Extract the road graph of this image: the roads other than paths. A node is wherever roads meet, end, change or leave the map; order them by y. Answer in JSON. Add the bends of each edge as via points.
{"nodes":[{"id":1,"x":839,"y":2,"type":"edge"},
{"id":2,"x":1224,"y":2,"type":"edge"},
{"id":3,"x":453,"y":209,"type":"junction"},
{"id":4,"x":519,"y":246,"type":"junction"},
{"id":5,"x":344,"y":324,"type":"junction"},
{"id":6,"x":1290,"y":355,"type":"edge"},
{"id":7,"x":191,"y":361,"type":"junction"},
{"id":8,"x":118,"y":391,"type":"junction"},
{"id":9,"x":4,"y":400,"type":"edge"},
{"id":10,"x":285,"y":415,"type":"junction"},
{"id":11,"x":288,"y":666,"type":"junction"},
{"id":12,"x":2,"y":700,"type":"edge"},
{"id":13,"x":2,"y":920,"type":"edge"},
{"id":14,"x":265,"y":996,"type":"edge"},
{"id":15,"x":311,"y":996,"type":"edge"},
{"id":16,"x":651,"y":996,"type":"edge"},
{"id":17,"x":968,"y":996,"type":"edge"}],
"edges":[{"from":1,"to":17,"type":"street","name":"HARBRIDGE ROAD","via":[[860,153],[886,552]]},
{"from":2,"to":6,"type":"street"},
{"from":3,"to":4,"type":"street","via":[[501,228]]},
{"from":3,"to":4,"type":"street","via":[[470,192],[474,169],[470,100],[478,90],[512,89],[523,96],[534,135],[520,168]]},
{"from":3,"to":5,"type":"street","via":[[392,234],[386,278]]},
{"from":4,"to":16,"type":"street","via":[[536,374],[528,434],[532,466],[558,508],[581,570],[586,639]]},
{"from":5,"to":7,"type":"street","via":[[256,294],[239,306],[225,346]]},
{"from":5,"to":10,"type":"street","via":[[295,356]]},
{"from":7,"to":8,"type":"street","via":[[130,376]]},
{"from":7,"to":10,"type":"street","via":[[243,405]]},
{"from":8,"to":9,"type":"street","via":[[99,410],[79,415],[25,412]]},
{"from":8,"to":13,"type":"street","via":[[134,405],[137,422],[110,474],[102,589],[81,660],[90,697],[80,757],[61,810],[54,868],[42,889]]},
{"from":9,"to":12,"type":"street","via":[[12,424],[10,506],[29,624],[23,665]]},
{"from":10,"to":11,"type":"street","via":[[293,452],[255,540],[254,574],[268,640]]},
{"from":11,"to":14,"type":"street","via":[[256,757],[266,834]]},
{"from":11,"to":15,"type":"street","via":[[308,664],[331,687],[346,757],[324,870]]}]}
***
(Your assignment)
What is needed here is every record above, repeated exactly.

(Your response)
Extract the road graph of this image: the roads other than paths. A node is wherever roads meet, end, change or leave the map; order them by y. Answer in JSON. Add the bends of each edge as via points.
{"nodes":[{"id":1,"x":839,"y":2,"type":"edge"},
{"id":2,"x":1224,"y":2,"type":"edge"},
{"id":3,"x":453,"y":209,"type":"junction"},
{"id":4,"x":519,"y":246,"type":"junction"},
{"id":5,"x":344,"y":324,"type":"junction"},
{"id":6,"x":1290,"y":355,"type":"edge"},
{"id":7,"x":191,"y":361,"type":"junction"},
{"id":8,"x":118,"y":391,"type":"junction"},
{"id":9,"x":4,"y":400,"type":"edge"},
{"id":10,"x":285,"y":415,"type":"junction"},
{"id":11,"x":288,"y":666,"type":"junction"},
{"id":12,"x":2,"y":700,"type":"edge"},
{"id":13,"x":2,"y":920,"type":"edge"},
{"id":14,"x":265,"y":996,"type":"edge"},
{"id":15,"x":311,"y":996,"type":"edge"},
{"id":16,"x":651,"y":996,"type":"edge"},
{"id":17,"x":968,"y":996,"type":"edge"}],
"edges":[{"from":1,"to":17,"type":"street","name":"HARBRIDGE ROAD","via":[[860,153],[886,552]]},
{"from":2,"to":6,"type":"street"},
{"from":3,"to":4,"type":"street","via":[[501,228]]},
{"from":3,"to":4,"type":"street","via":[[470,192],[474,169],[470,100],[478,90],[512,89],[523,96],[534,135],[520,168]]},
{"from":3,"to":5,"type":"street","via":[[392,234],[386,278]]},
{"from":4,"to":16,"type":"street","via":[[536,374],[528,434],[532,466],[558,508],[581,570],[586,639]]},
{"from":5,"to":7,"type":"street","via":[[256,294],[239,306],[225,346]]},
{"from":5,"to":10,"type":"street","via":[[295,356]]},
{"from":7,"to":8,"type":"street","via":[[130,376]]},
{"from":7,"to":10,"type":"street","via":[[243,405]]},
{"from":8,"to":9,"type":"street","via":[[99,410],[79,415],[25,412]]},
{"from":8,"to":13,"type":"street","via":[[134,405],[137,422],[110,474],[102,589],[81,660],[90,697],[80,757],[61,810],[54,868],[42,889]]},
{"from":9,"to":12,"type":"street","via":[[12,424],[10,506],[29,624],[23,665]]},
{"from":10,"to":11,"type":"street","via":[[293,452],[255,540],[254,574],[268,640]]},
{"from":11,"to":14,"type":"street","via":[[256,757],[266,834]]},
{"from":11,"to":15,"type":"street","via":[[308,664],[331,687],[346,757],[324,870]]}]}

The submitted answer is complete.